Particolarità estetica della presa e scarico aria radiatore olio

Alla Mille Miglia vengono schierate tre D20, ma non sarà un esordio d’alloro perché le vetture di Maglioli e Taruffi sono costrette al ritiro, Bonetto invece conquista un terzo posto che fa ben sperare. Maglioli vincerà poi in Sicilia, prima al Monte Pellegrino e poi alla Targa Florio. Quest’ultima è la prima importante affermazione in una prestigiosa competizione della vettura sportiva di casa Lancia. Alla 24 ore di Le Mans le D20 partecipanti adottano un compressore volumetrico adeguato con un miglior sistema di raffreddamento, così come imparato dalle esperienze acquisite con l’Aurelia B20. Purtroppo i risultati non arrivano: tutte e quattro le vetture si ritirano e di Volumex non se ne parlerà più in Lancia per almeno trent’anni. Arriveranno altri successi a Monza con Bonetto e con Castellotti alla Catania Etna (vittoria assoluta) e alla Pontedecimo Giovi (vittoria di classe).

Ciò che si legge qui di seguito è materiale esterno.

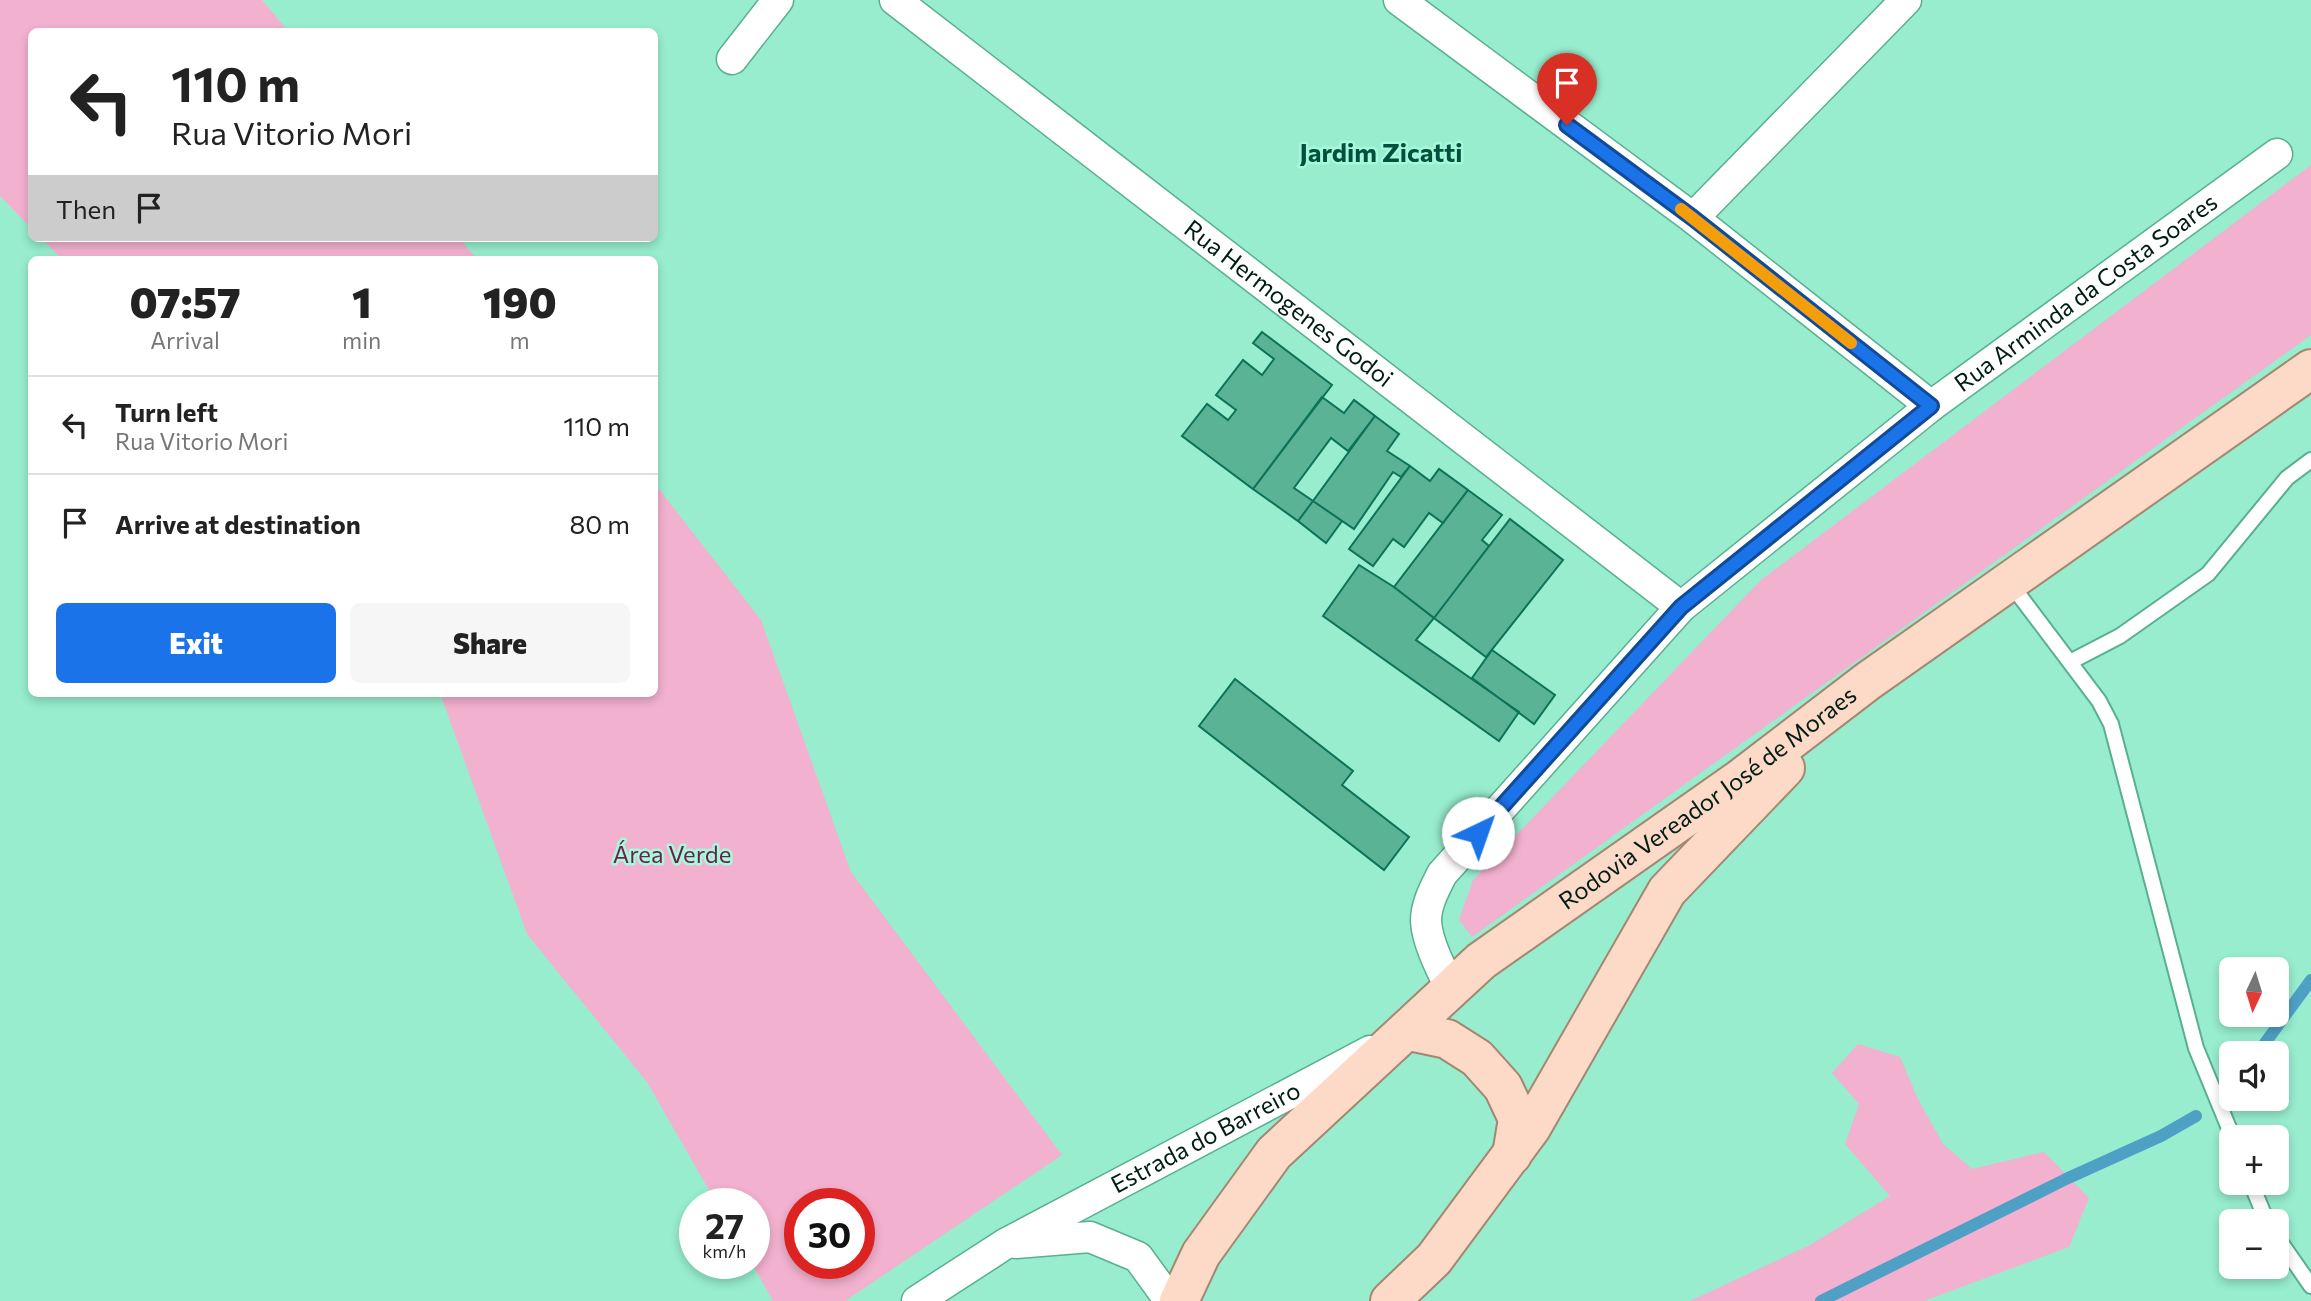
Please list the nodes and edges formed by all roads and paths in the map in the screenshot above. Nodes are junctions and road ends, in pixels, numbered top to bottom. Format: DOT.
graph roads {
  1 [pos="778,0"];
  2 [pos="895,0"];
  3 [pos="1399,0"];
  4 [pos="1906,0"];
  5 [pos="732,59"];
  6 [pos="2277,153"];
  7 [pos="1693,218"];
  8 [pos="2311,369"];
  9 [pos="1931,406"];
  10 [pos="2311,460"];
  11 [pos="2009,582"];
  12 [pos="1681,607"];
  13 [pos="2070,662"];
  14 [pos="1868,681"];
  15 [pos="1451,989"];
  16 [pos="1409,1031"];
  17 [pos="2228,1125"];
  18 [pos="1512,1155"];
  19 [pos="1005,1244"];
  20 [pos="2289,1254"];
  21 [pos="2311,1286"];
  22 [pos="917,1301"];
  23 [pos="1170,1301"];
  24 [pos="1179,1301"];
  25 [pos="1390,1301"];
  1 -- 5 [label="street"];
  2 -- 12 [label="street, Rua Hermogenes Godoi"];
  3 -- 7 [label="street"];
  4 -- 7 [label="street"];
  6 -- 9 [label="street, Rua Arminda da Costa Soares"];
  7 -- 9 [label="street"];
  8 -- 11 [label="main road, Rodovia Vereador José de Moraes"];
  9 -- 12 [label="street, Rua Arminda da Costa Soares"];
  10 -- 13 [label="lane"];
  11 -- 13 [label="lane"];
  11 -- 14 [label="main road, Rodovia Vereador José de Moraes"];
  12 -- 15 [label="street, Rua Arminda da Costa Soares"];
  13 -- 17 [label="lane"];
  14 -- 15 [label="main road, Rodovia Vereador José de Moraes"];
  14 -- 18 [label="main road"];
  15 -- 16 [label="main road, Rodovia Vereador José de Moraes"];
  16 -- 18 [label="main road"];
  16 -- 19 [label="street, Estrada do Barreiro"];
  16 -- 24 [label="main road, Rodovia Vereador José de Moraes"];
  18 -- 25 [label="main road"];
  19 -- 22 [label="street, Estrada do Barreiro"];
  19 -- 23 [label="street, Estrada do Barreiro"];
  20 -- 21 [label="lane"];
}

La Lancia D20 ottiene la sua prima importante vittoria alla Targa Florio, si riconosce il capo-collaudatore Gillio in cravatta e l’ing. vittorio Jano con la mano nel doppiopetto

A metà anno ’53 debutta l’evoluzione spider D23, creata sulla base di quattro delle otto D20 esistenti. Taruffi conquista il secondo posto assoluto alla Coppa delle Dolomiti dietro alla Ferrari di Marzotto. L’evoluzione risulta essere molto più competitiva e affidabile in termini di tenuta di strada e frenatura rispetto alla D20. Questa nuova vettura parteciperà con successo a diverse altre competizioni.

Lancia D23 alla Coppa delle Dolomiti del 1953

In estate, pochi mesi dopo, arriva anche la D24, nata da tre delle quattro D23 esistenti, che con i suoi 265cv eroga 50 cv più della D20. Sarà la vettura Sport più importante, ma ne racconterò le gesta alla prossima occasione. 

Lancia D24

Le D20 sono state prodotte in otto esemplari, solo quattro dei quali sono stati completati per le corse e uno impiegato come muletto. Le tre scocche rimanenti non sono mai state allestite e sono state demolite e distrutte ancora intonse una volta abbandonati i progetti di partecipazione alle gare sport.

Le quattro D20 complete e la vettura muletto sono state smantellate per creare le quattro D23. Di queste, tre sono state impiegate per la realizzazione della D24, la quarta è stata destinata al Museo Lancia fin dal 1955 ma poi verrà ceduta ad un collezionista. Nessuna delle D24 finì nel Museo Lancia, se ne interessò solo il Museo dell’Automobile di Torino. Veramente un peccato!